Of course i could be dead wrong and the losses could go to $300 billion and wipe them out.It also appears dilution to existing holders is coming at some point.But when the mortgage crisis ultimately plays out what is their earning power?
My best guess is $7.00/share which if you assign an average p-e appears to give tremendous upside.
Imo part of the reason this has gotten so out of hand is market-to-market acounting.These losses are being fronloaded and a certain percentage of these losses are going to be written back up.I got a feeling if we took a time out on market-to-market acounting you would have a lot less capital raising.
Having said that, there is no question we have had a real estate bubble, there is a mass deleveraging going on and some financial institutions will not survive.It’s definitely a minefield out there and wouldn’t blame anyone from staying away.

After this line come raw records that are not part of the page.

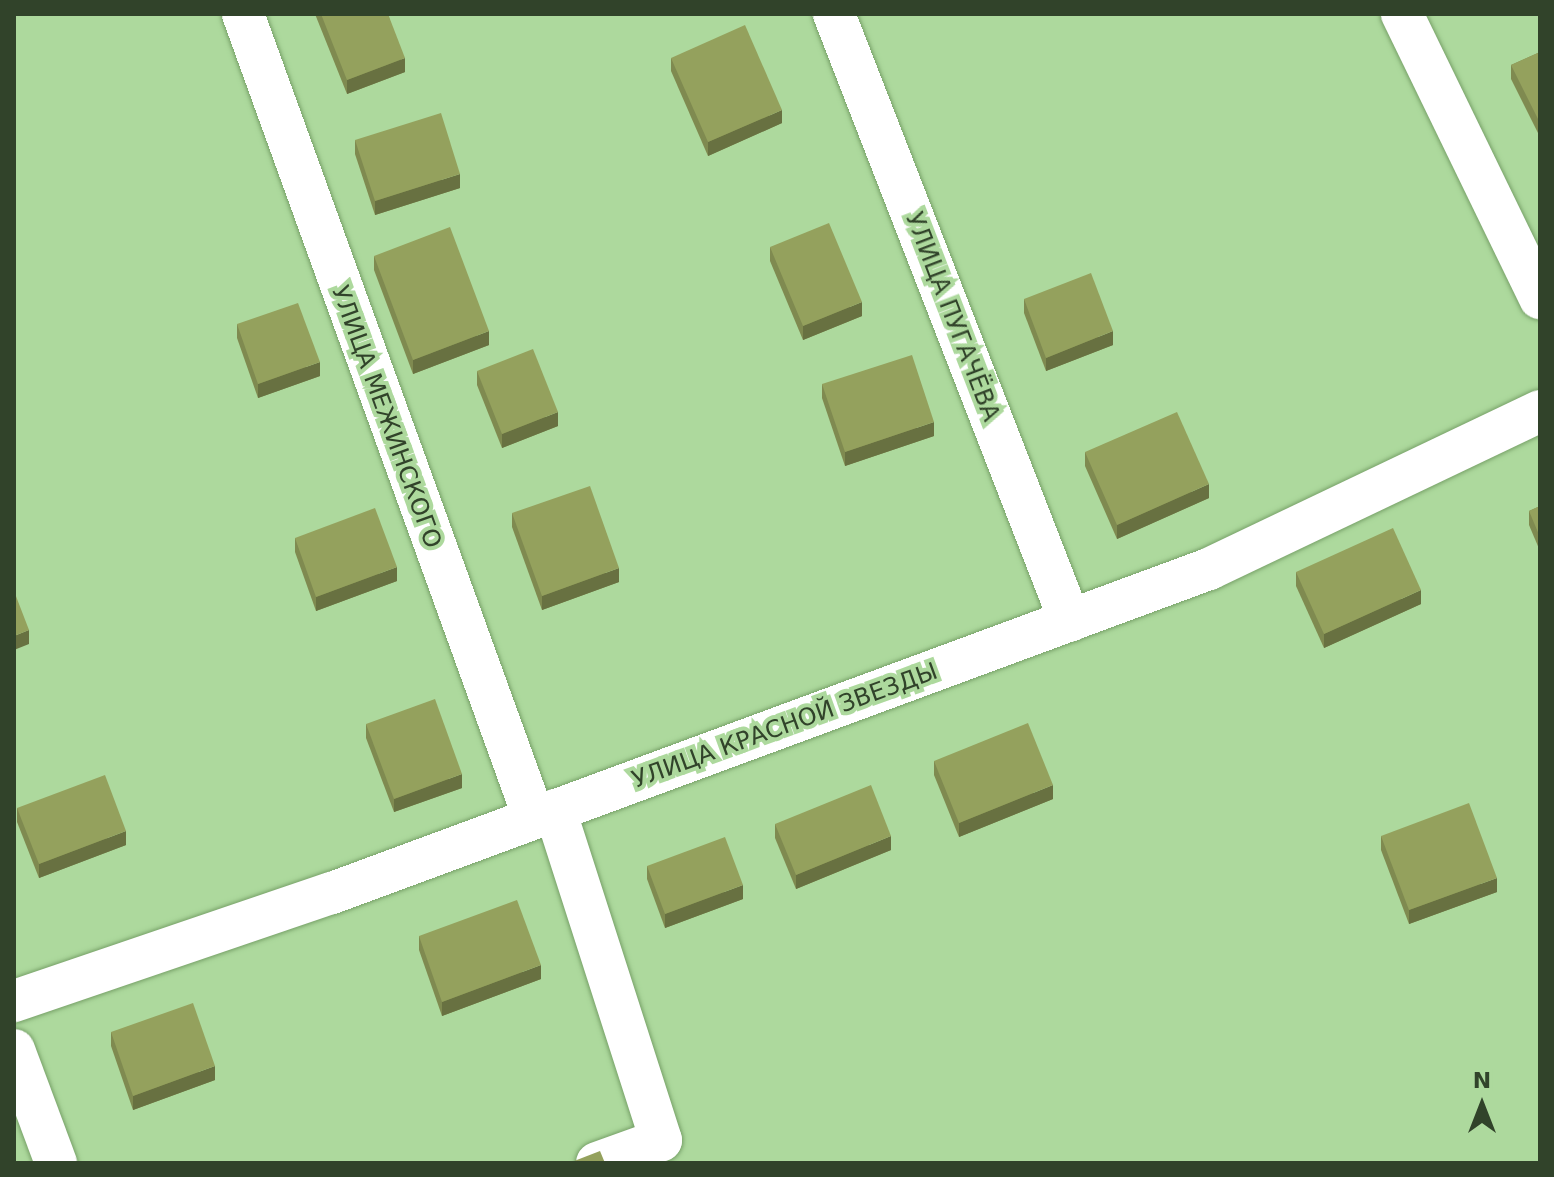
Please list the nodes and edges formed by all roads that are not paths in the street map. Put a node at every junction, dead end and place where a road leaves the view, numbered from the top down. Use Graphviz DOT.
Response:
graph roads {
  1 [pos="243,14"];
  2 [pos="834,14"];
  3 [pos="1402,14"];
  4 [pos="1540,298"];
  5 [pos="1540,411"];
  6 [pos="1070,621"];
  7 [pos="544,814"];
  8 [pos="14,1001"];
  9 [pos="14,1050"];
  10 [pos="56,1163"];
  11 [pos="597,1163"];
  1 -- 7 [label="street, УЛИЦА МЕЖИНСКОГО"];
  2 -- 6 [label="street, УЛИЦА ПУГАЧЁВА"];
  3 -- 4 [label="street"];
  5 -- 6 [label="street, УЛИЦА КРАСНОЙ ЗВЕЗДЫ"];
  6 -- 7 [label="street, УЛИЦА КРАСНОЙ ЗВЕЗДЫ"];
  7 -- 8 [label="street, УЛИЦА КРАСНОЙ ЗВЕЗДЫ"];
  7 -- 11 [label="street, УЛИЦА МЕЖИНСКОГО"];
  9 -- 10 [label="street"];
}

Only time will tell if my analysis turns out to be correct, but at this time your short position has the day.
Best Wishes
Larry
Larry,
For someone who apparently has great conviction and done their homework you seem to have not read FNM and FREs 10Q. Where did you get the idea that they have $90bn in reserves? Loan & Guarantee Reserves for losses only total $14.739bn for the 2 GSEs. If you add the ‘imbedded’ reserves on REO ($2.058bn) and the bad loans repurchased from the pass through pools ($2.656bn) you get to only $19.453bn. Evenif you add the liabilty they have booked for Guarantee Obligation ($30.463bn) you still only get to $49.916bn but to be accurate if you ae going to count the Guarantee Obligation you must deduct the Guarantee Asset (that’s the NPV of expected G-Fees they expect to recieve) of $21.277bn. So that comes to a grand total of $28.639bn in ‘reserves’ on $5.2 trillion (not $5 trillion) of credit that they own or guarantee.

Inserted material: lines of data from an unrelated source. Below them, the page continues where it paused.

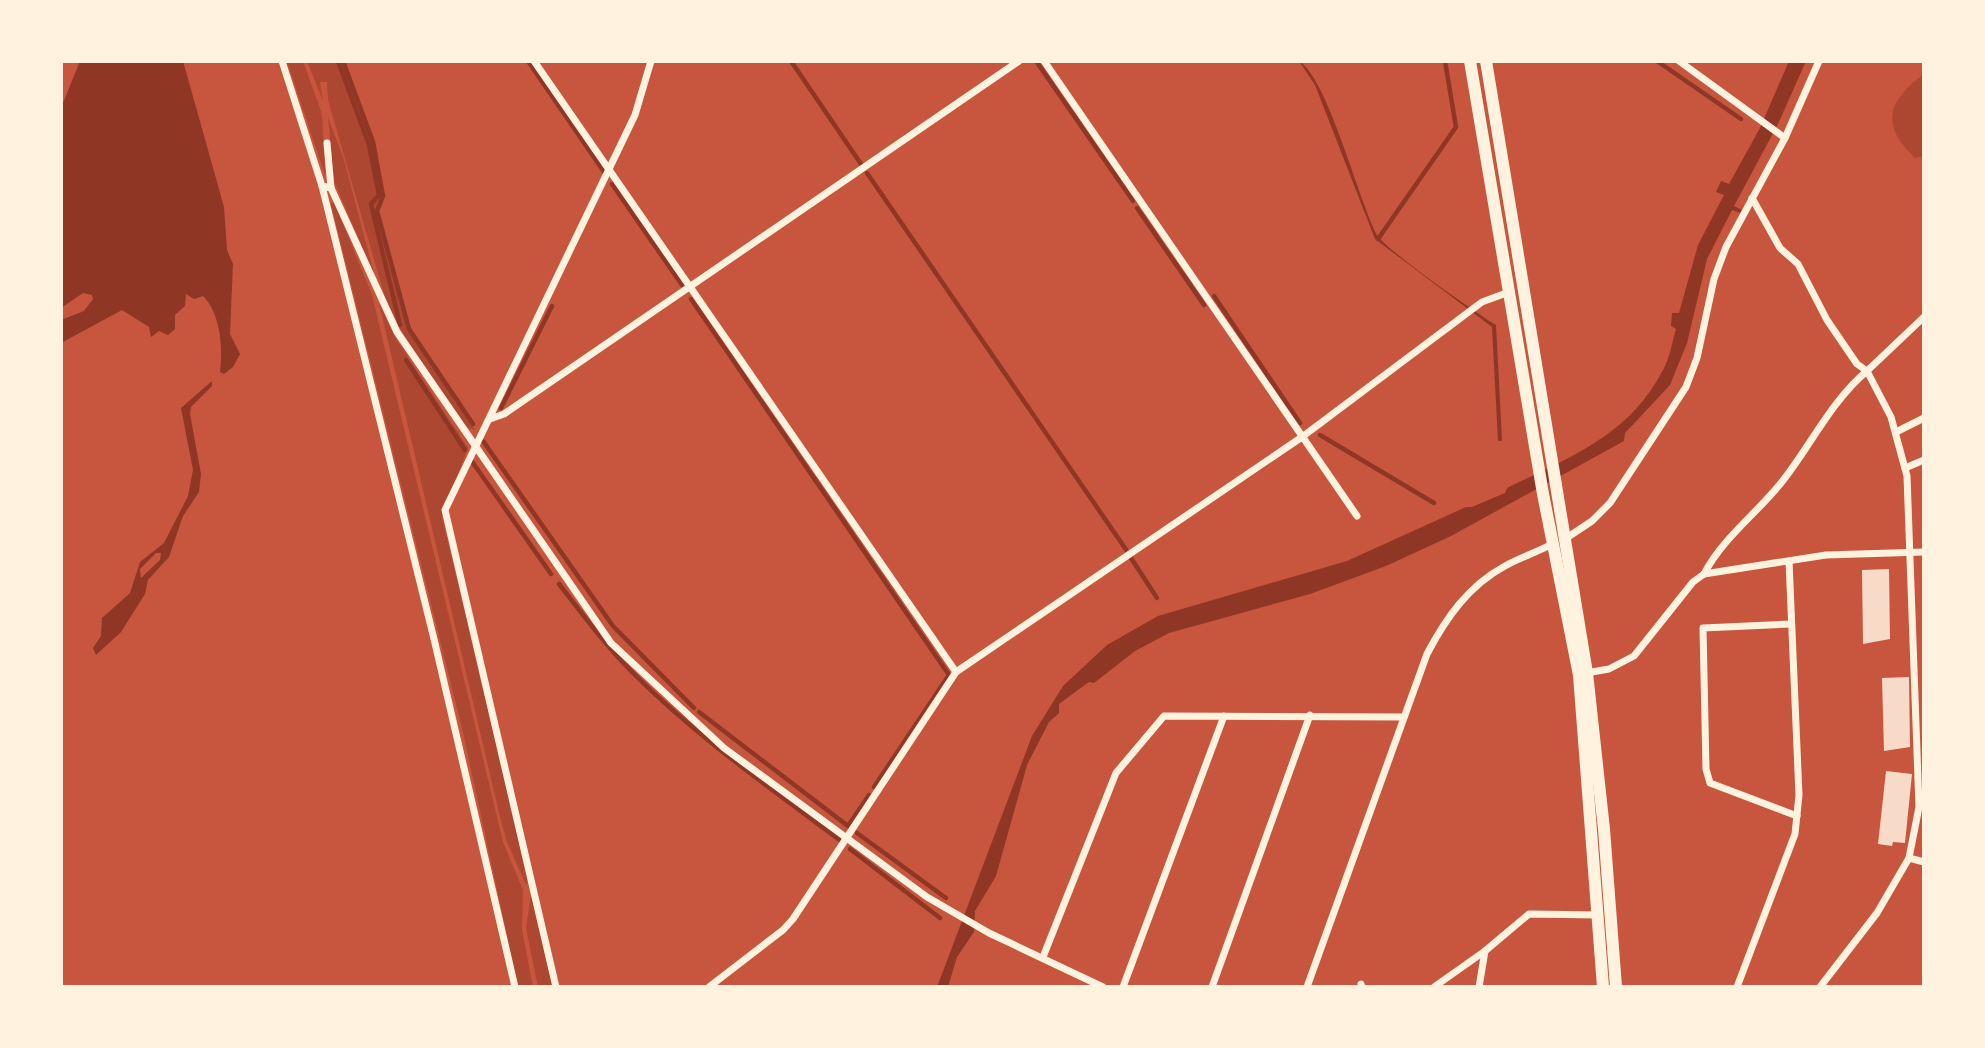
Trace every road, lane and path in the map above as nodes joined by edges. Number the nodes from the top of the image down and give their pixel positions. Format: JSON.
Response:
{"nodes":[{"id":1,"x":282,"y":61,"type":"edge"},
{"id":2,"x":534,"y":61,"type":"edge"},
{"id":3,"x":651,"y":61,"type":"edge"},
{"id":4,"x":1019,"y":61,"type":"edge"},
{"id":5,"x":1044,"y":61,"type":"edge"},
{"id":6,"x":1469,"y":61,"type":"edge"},
{"id":7,"x":1486,"y":61,"type":"edge"},
{"id":8,"x":1679,"y":61,"type":"edge"},
{"id":9,"x":1819,"y":61,"type":"edge"},
{"id":10,"x":1786,"y":138,"type":"junction"},
{"id":11,"x":327,"y":143,"type":"dead end"},
{"id":12,"x":609,"y":170,"type":"junction"},
{"id":13,"x":322,"y":186,"type":"junction"},
{"id":14,"x":331,"y":188,"type":"junction"},
{"id":15,"x":1752,"y":198,"type":"junction"},
{"id":16,"x":691,"y":288,"type":"junction"},
{"id":17,"x":1509,"y":292,"type":"junction"},
{"id":18,"x":1924,"y":317,"type":"edge"},
{"id":19,"x":1867,"y":371,"type":"junction"},
{"id":20,"x":1924,"y":418,"type":"edge"},
{"id":21,"x":490,"y":419,"type":"junction"},
{"id":22,"x":1896,"y":432,"type":"junction"},
{"id":23,"x":1303,"y":436,"type":"junction"},
{"id":24,"x":473,"y":447,"type":"junction"},
{"id":25,"x":1924,"y":460,"type":"edge"},
{"id":26,"x":1905,"y":468,"type":"junction"},
{"id":27,"x":1357,"y":516,"type":"dead end"},
{"id":28,"x":1566,"y":538,"type":"junction"},
{"id":29,"x":1553,"y":544,"type":"junction"},
{"id":30,"x":1924,"y":552,"type":"edge"},
{"id":31,"x":1908,"y":555,"type":"junction"},
{"id":32,"x":1789,"y":561,"type":"junction"},
{"id":33,"x":1704,"y":575,"type":"junction"},
{"id":34,"x":1790,"y":624,"type":"junction"},
{"id":35,"x":956,"y":672,"type":"junction"},
{"id":36,"x":1583,"y":674,"type":"junction"},
{"id":37,"x":1310,"y":715,"type":"junction"},
{"id":38,"x":1224,"y":716,"type":"junction"},
{"id":39,"x":1404,"y":717,"type":"junction"},
{"id":40,"x":1797,"y":816,"type":"junction"},
{"id":41,"x":849,"y":838,"type":"junction"},
{"id":42,"x":1909,"y":858,"type":"junction"},
{"id":43,"x":1924,"y":862,"type":"edge"},
{"id":44,"x":1599,"y":915,"type":"junction"},
{"id":45,"x":1485,"y":951,"type":"junction"},
{"id":46,"x":1044,"y":957,"type":"junction"},
{"id":47,"x":515,"y":987,"type":"edge"},
{"id":48,"x":556,"y":987,"type":"edge"},
{"id":49,"x":709,"y":987,"type":"edge"},
{"id":50,"x":1103,"y":987,"type":"edge"},
{"id":51,"x":1122,"y":987,"type":"edge"},
{"id":52,"x":1212,"y":987,"type":"edge"},
{"id":53,"x":1307,"y":987,"type":"edge"},
{"id":54,"x":1434,"y":987,"type":"edge"},
{"id":55,"x":1479,"y":987,"type":"edge"},
{"id":56,"x":1603,"y":987,"type":"edge"},
{"id":57,"x":1616,"y":987,"type":"edge"},
{"id":58,"x":1737,"y":987,"type":"edge"},
{"id":59,"x":1820,"y":987,"type":"edge"}],
"edges":[{"from":1,"to":13,"type":"street"},
{"from":2,"to":12,"type":"street"},
{"from":3,"to":12,"type":"street"},
{"from":4,"to":16,"type":"street"},
{"from":5,"to":23,"type":"street"},
{"from":6,"to":17,"type":"highway"},
{"from":7,"to":28,"type":"highway"},
{"from":8,"to":10,"type":"street"},
{"from":9,"to":10,"type":"street"},
{"from":10,"to":15,"type":"street"},
{"from":11,"to":14,"type":"street"},
{"from":12,"to":16,"type":"street"},
{"from":12,"to":21,"type":"street"},
{"from":13,"to":14,"type":"street"},
{"from":13,"to":47,"type":"street"},
{"from":14,"to":24,"type":"street"},
{"from":15,"to":19,"type":"street"},
{"from":15,"to":28,"type":"street"},
{"from":16,"to":21,"type":"street"},
{"from":16,"to":35,"type":"street"},
{"from":17,"to":23,"type":"street"},
{"from":17,"to":29,"type":"highway"},
{"from":18,"to":19,"type":"street"},
{"from":19,"to":22,"type":"street"},
{"from":19,"to":33,"type":"street"},
{"from":20,"to":22,"type":"street"},
{"from":21,"to":24,"type":"street"},
{"from":22,"to":26,"type":"street"},
{"from":23,"to":27,"type":"street"},
{"from":23,"to":35,"type":"street"},
{"from":24,"to":41,"type":"street"},
{"from":24,"to":48,"type":"street"},
{"from":25,"to":26,"type":"street"},
{"from":26,"to":31,"type":"street"},
{"from":28,"to":29,"type":"street"},
{"from":28,"to":36,"type":"highway"},
{"from":29,"to":36,"type":"highway"},
{"from":29,"to":39,"type":"street"},
{"from":30,"to":31,"type":"street"},
{"from":31,"to":32,"type":"street"},
{"from":31,"to":42,"type":"street"},
{"from":32,"to":33,"type":"street"},
{"from":32,"to":34,"type":"street"},
{"from":33,"to":36,"type":"street"},
{"from":34,"to":40,"type":"street"},
{"from":34,"to":40,"type":"street"},
{"from":35,"to":41,"type":"street"},
{"from":36,"to":44,"type":"highway"},
{"from":36,"to":57,"type":"highway"},
{"from":37,"to":38,"type":"street"},
{"from":37,"to":39,"type":"street"},
{"from":37,"to":52,"type":"street"},
{"from":38,"to":46,"type":"street"},
{"from":38,"to":51,"type":"street"},
{"from":39,"to":53,"type":"street"},
{"from":40,"to":58,"type":"street"},
{"from":41,"to":46,"type":"street"},
{"from":41,"to":49,"type":"street"},
{"from":42,"to":43,"type":"street"},
{"from":42,"to":59,"type":"street"},
{"from":44,"to":45,"type":"street"},
{"from":44,"to":56,"type":"highway"},
{"from":45,"to":54,"type":"street"},
{"from":45,"to":55,"type":"street"},
{"from":46,"to":50,"type":"street"}]}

Lets put that expanded version of reserves in context. You elect ‘current’ value of the underlying real estate but first let compare that to the current level on non-performing assets. The gross (ie before the embeded reserves)amount of non-perfoming assets (+90 day Del., troubled debt restructurings, loan mods with < 6 months of performance and REOs) for the 2 GSEs was $83.708bn as of June 30th. So that’s just a coverage of 34.2% In other words loss severity on existing bad loans exceeds that they have no cushion for any further bad loans. Granted they won’t have losses on every single existing bad loans but loss severity on the ones they have been foreclosing on are already 30%. Secondly, where did you get the $7.5 trillion for the current value of the underlying real estate backing these loans & guarantees? You must have ‘estimated’ it assuming that all the loans & guarantees have a current LTV of 66.66%. Even management’s estimate is not that optimitic and they are caling for house prices to drop another 8% or so. Furthermore a low LTV on one loan does not help on the the one that is high. So the relevant figure on losses is not the average current LTV but the % of the portfolio that has a LTV that exceeds 1 less the transaction cost/loan value – the expected % decline in house prices. Using management’s rosey outlook and 10% transaction costs (that may be low given that REO disposal time is rising fast) that number wold be 82%.